Saved data entries:

****************

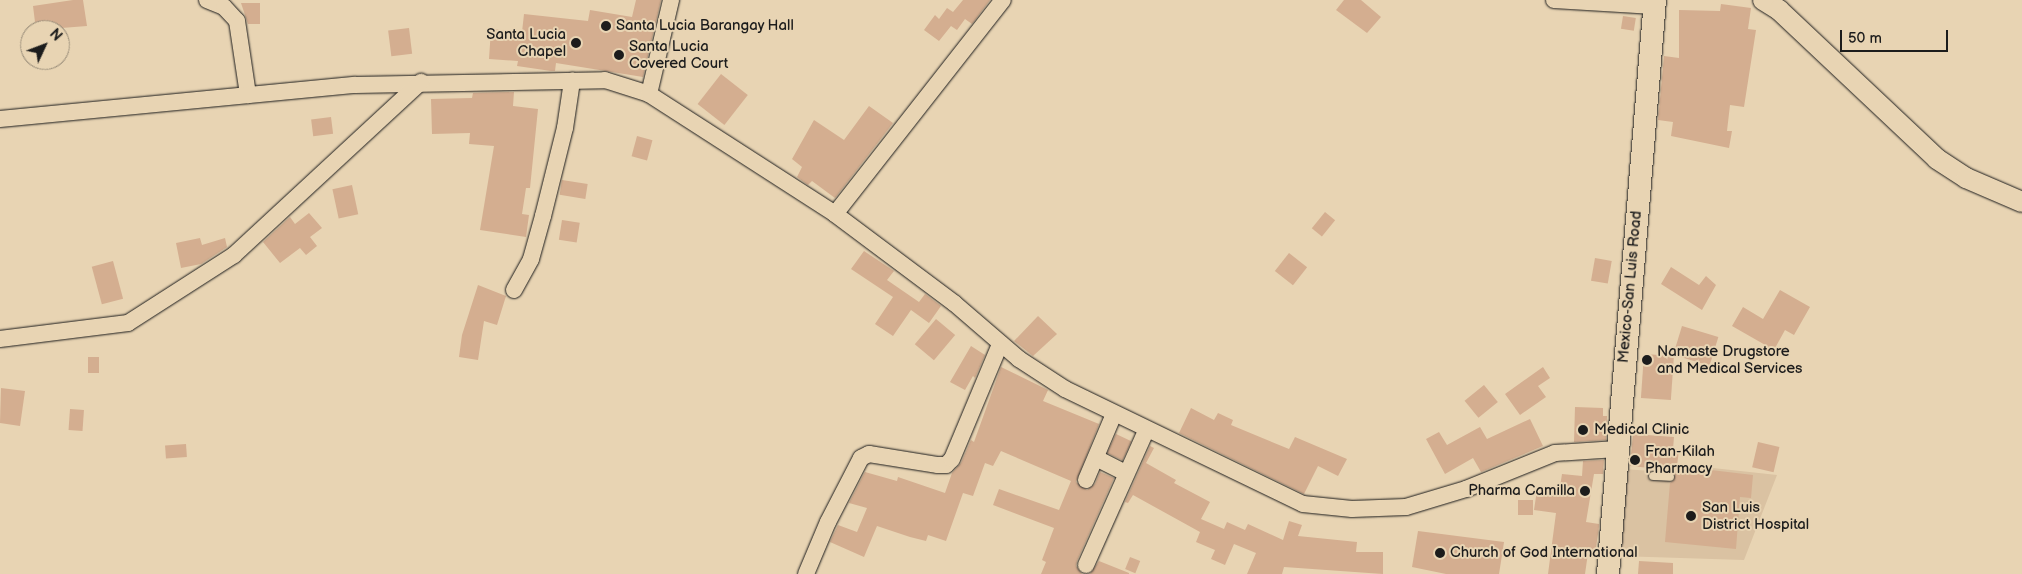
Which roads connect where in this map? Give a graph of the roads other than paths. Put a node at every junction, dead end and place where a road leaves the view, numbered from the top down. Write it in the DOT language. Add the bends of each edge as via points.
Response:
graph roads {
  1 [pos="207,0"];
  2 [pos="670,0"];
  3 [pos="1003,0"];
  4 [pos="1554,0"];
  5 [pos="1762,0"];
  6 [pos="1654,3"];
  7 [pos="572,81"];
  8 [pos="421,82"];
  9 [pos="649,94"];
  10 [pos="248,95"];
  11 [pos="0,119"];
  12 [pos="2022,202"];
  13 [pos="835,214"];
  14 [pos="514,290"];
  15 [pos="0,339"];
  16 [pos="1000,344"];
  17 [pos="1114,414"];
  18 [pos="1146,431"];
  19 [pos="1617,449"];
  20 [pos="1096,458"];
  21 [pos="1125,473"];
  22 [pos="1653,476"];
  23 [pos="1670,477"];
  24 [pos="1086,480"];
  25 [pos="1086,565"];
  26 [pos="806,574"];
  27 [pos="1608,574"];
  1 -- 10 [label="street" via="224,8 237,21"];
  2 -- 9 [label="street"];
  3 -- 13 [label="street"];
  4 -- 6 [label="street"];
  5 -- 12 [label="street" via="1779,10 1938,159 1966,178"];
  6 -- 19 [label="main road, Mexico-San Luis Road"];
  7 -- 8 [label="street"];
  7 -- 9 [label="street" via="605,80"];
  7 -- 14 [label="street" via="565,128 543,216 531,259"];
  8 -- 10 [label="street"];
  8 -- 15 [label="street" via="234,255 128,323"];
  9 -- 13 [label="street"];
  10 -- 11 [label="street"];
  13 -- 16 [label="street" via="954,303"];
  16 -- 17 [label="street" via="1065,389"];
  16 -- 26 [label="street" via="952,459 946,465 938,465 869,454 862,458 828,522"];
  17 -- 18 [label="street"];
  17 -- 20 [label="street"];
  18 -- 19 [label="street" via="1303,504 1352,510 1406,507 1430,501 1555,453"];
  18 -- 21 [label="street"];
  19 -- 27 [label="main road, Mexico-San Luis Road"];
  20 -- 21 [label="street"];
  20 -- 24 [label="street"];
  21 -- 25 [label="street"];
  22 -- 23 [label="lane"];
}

****************

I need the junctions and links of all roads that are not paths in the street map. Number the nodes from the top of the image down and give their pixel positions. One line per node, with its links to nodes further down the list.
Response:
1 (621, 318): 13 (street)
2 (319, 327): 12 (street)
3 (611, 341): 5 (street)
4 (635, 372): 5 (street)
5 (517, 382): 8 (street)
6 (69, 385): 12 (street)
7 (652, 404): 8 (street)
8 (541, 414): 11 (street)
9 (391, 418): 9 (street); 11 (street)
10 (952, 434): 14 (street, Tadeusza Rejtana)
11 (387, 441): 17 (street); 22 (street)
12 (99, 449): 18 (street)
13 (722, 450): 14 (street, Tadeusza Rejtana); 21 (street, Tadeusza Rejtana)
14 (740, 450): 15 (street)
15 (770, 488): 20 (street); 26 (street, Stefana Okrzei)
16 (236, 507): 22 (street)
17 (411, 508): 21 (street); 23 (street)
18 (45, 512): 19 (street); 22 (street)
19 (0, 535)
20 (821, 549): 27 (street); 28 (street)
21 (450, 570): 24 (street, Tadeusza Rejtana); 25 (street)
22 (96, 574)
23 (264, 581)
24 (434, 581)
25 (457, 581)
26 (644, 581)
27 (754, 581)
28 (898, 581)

****************

* **Activity**: Using the data above, state the number of lines that contain the word "from"; add nothing else.

* **Exercise answer**: 2